Он словно бы находит какое-то мрачное утешение в новой роли провокатора и «интеллигентного Люцифера»[551], разыгрываемой им при каждом удобном случае («[Харитонов] в гостях у Лунгиных разгоряченно отстаивал свой образ жизни с позиций „европейского аморализма“»[552]) – но чем дальше, тем сильнее эта роль сопряжена с депрессией и одиночеством. По всей видимости, несмотря на активную светскую жизнь, определенная склонность к уединению всегда была внутренне присуща Харитонову. Проведший первые семь лет жизни в Сталинске, в разлуке с родителями, он, кажется, с детства ощущает отчуждение от собственной семьи[553]; легко заводящий дружбы и чарующий людей обаянием, он принципиально не употребляет само слово «друг» (Елена Гулыга: «Все у него были только „знакомые“»[554]); наслаждающийся изобилием мимолетных любовных связей, он иногда плачет по ночам от одиночества[555]. Обострившееся ощущение собственной гениальности[556] и скандальный поворот к почвенничеству только усиливают харитоновскую потребность отстраняться от людей («Я КАК РЕДКОЕ ИЗДАНИЕ ДОЛЖЕН ВЫХОДИТЬ В СВЕТ ИНОГДА» [209]). В итоге возросшая замкнутость Харитонова приводит к тому что вокруг его личности – воспринимаемой теперь в качестве «одиозной, знаковой и трагической»[557] – начинает циркулировать огромное количество самых странных слухов: предполагают, что Харитонов развлекается «эстетскими укольчиками» (2: 134), рассказывают о черных мессах, которые он служит в компаниях друзей «нагишом, с крестами на причинных местах»[558], утверждают, что «его поддерживает могущественный клан голубых, некая элита» (2: 134), и передают мрачные истории, как он чуть не совершил самоубийство («Надел, говорит, петлю на шею, и так сразу хорошо стало и покойно, что постоял и передумал»[559]).
Единственным по-настоящему близким человеком в этот период остается для Харитонова Иван Овчинников, довольно часто приезжающий в Москву из Новосибирска. В 1978 году окончательно перебирается в столицу – для учебы в Литинституте – и Нина Садур («Еще меня в столице, можно сказать, подхватил на руки Женя Харитонов», – вспоминает она[560]). В обществе новосибирских авторов Харитонов, кажется, чувствует себя немного лучше – они не сомневаются в его исключительности, а к тому же разделяют почвеннические и антисемитские сантименты. «Как Ваня находчиво сказал – Ваня, говорю, ты все говоришь жиды, жиды, а ведь Господь их избрал для откровения и Христос из них вышел – а потому, говорит, и избрал, что самый испорченный народ, с них надо было начать исправлять людей», – с удовольствием записывает Харитонов (263).

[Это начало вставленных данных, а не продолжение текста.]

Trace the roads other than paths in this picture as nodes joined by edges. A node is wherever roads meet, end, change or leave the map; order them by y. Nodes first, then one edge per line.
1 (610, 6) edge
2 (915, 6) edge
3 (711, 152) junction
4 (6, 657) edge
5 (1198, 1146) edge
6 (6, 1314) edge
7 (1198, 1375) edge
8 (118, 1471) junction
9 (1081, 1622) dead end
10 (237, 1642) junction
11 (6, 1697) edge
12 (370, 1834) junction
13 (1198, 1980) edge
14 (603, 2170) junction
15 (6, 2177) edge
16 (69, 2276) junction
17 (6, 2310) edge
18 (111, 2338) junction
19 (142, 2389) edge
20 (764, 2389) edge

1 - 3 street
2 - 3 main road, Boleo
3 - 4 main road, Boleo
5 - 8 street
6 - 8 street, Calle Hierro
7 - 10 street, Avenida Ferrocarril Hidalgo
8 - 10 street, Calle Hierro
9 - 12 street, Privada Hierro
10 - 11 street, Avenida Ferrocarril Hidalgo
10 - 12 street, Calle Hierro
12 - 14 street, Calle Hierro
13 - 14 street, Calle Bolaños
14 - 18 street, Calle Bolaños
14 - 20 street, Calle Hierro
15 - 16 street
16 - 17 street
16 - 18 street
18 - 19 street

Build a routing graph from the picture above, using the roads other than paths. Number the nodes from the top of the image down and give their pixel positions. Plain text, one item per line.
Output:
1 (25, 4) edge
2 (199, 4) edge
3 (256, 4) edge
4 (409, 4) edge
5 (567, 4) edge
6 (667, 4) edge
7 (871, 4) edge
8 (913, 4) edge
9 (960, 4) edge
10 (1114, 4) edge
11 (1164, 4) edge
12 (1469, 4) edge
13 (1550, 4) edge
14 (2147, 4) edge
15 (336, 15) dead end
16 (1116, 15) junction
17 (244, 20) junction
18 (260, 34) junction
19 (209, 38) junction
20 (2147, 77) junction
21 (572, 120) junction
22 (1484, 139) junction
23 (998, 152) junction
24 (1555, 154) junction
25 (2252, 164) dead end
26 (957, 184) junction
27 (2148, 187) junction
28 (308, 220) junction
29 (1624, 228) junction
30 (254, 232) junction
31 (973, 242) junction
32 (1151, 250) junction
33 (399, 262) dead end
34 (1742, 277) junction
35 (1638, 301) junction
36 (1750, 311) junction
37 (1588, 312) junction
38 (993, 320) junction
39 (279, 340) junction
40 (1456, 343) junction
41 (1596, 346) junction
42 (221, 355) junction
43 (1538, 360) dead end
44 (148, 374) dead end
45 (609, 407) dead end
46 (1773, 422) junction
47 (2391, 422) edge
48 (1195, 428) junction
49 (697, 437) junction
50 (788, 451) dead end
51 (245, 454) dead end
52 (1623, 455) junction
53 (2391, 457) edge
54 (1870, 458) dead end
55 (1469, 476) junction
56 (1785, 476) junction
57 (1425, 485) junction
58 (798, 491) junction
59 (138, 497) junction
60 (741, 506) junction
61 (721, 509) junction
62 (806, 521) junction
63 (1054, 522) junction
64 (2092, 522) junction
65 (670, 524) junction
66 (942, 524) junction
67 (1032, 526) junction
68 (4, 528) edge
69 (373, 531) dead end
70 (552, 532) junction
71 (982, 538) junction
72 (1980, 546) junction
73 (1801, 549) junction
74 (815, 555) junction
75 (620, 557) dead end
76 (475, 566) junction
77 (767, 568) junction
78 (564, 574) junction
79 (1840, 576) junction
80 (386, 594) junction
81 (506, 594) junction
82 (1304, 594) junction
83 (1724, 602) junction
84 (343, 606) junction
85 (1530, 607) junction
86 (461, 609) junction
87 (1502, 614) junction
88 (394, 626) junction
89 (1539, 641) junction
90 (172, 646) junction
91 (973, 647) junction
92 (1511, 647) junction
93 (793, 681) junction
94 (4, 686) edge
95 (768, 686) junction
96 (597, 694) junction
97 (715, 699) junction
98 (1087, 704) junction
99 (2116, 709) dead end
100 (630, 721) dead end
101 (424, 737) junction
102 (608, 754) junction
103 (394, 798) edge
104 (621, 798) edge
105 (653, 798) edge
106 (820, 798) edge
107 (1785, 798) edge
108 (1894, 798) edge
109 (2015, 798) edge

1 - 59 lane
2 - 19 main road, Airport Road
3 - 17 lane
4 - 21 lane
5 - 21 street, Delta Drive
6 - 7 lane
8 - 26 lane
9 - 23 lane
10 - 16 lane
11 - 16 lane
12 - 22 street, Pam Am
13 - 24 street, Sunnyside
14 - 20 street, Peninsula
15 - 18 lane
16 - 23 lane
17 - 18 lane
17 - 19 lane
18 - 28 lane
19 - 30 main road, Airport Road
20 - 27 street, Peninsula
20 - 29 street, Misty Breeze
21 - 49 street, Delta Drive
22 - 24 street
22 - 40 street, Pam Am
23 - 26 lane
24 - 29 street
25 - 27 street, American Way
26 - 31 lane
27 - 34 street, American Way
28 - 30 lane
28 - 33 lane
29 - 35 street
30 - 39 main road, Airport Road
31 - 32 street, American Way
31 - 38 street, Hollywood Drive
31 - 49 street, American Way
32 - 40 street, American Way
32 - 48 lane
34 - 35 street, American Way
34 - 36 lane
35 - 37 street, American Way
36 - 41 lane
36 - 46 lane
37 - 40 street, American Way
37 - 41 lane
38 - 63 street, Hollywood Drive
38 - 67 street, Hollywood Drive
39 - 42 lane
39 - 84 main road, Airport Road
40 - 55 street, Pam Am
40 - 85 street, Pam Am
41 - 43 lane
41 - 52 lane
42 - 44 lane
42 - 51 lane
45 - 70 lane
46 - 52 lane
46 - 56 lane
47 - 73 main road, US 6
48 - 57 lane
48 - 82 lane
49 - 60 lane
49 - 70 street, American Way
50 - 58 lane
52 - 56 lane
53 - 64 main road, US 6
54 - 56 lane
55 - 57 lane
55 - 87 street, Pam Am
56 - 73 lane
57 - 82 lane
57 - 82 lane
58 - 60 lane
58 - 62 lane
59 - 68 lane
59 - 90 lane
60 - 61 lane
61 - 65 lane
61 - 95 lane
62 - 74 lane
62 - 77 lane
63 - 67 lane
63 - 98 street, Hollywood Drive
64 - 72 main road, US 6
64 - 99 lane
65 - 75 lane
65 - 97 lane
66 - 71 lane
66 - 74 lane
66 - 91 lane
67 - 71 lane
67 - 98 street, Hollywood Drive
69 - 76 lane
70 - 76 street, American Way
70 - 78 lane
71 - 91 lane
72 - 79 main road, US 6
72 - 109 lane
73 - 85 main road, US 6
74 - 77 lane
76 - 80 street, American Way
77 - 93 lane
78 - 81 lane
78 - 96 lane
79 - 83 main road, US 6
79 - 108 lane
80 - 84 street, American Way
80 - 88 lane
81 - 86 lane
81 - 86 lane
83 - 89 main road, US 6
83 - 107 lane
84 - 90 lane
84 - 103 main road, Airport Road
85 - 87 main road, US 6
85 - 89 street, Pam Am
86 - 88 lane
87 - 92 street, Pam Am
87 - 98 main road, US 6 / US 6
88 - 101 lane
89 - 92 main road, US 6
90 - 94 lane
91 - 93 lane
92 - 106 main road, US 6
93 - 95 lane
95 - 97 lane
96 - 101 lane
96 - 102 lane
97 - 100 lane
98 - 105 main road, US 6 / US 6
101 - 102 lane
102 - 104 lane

Но, несмотря на эту поддержку, мотивы одиночества, монашества, отречения и аскезы продолжают овладевать сознанием и текстами Харитонова. У этого процесса есть как экзистенциальное, так и сугубо литературное измерение; и потому показательны имена авторов, интригующих теперь Харитонова. Это все тот же Анатолий Маковский, бросивший работу в НИИ систем и с 1978 года ведущий жизнь бродячего поэта[561] («Толик МК. молодец, понял давно что тут нечего собирать и копить а написал и выбросил» [237]), это «сокровенный эзотерик»[562] Владимир Казаков, исследующий драматургию молчания[563] (Николай Климонтович: «В это время он [Харитонов] дружил с Владимиром Казаковым, который говорил, что он, Казаков, настолько уже писатель, что теперь не будет ничего писать, как в конце жизни Крученых»[564]) и это создатель герметичной «монтажной» прозы Павел Улитин, известный Харитонову по восторженным рассказам Михаила Айзенберга[565] (Михаил Файнерман: «Он [Харитонов] рассказывает, что есть тут такой Улитин, джойсист – пишет в стол и даже ни о чем не думает. Женя говорит „клинический случай“»[566]).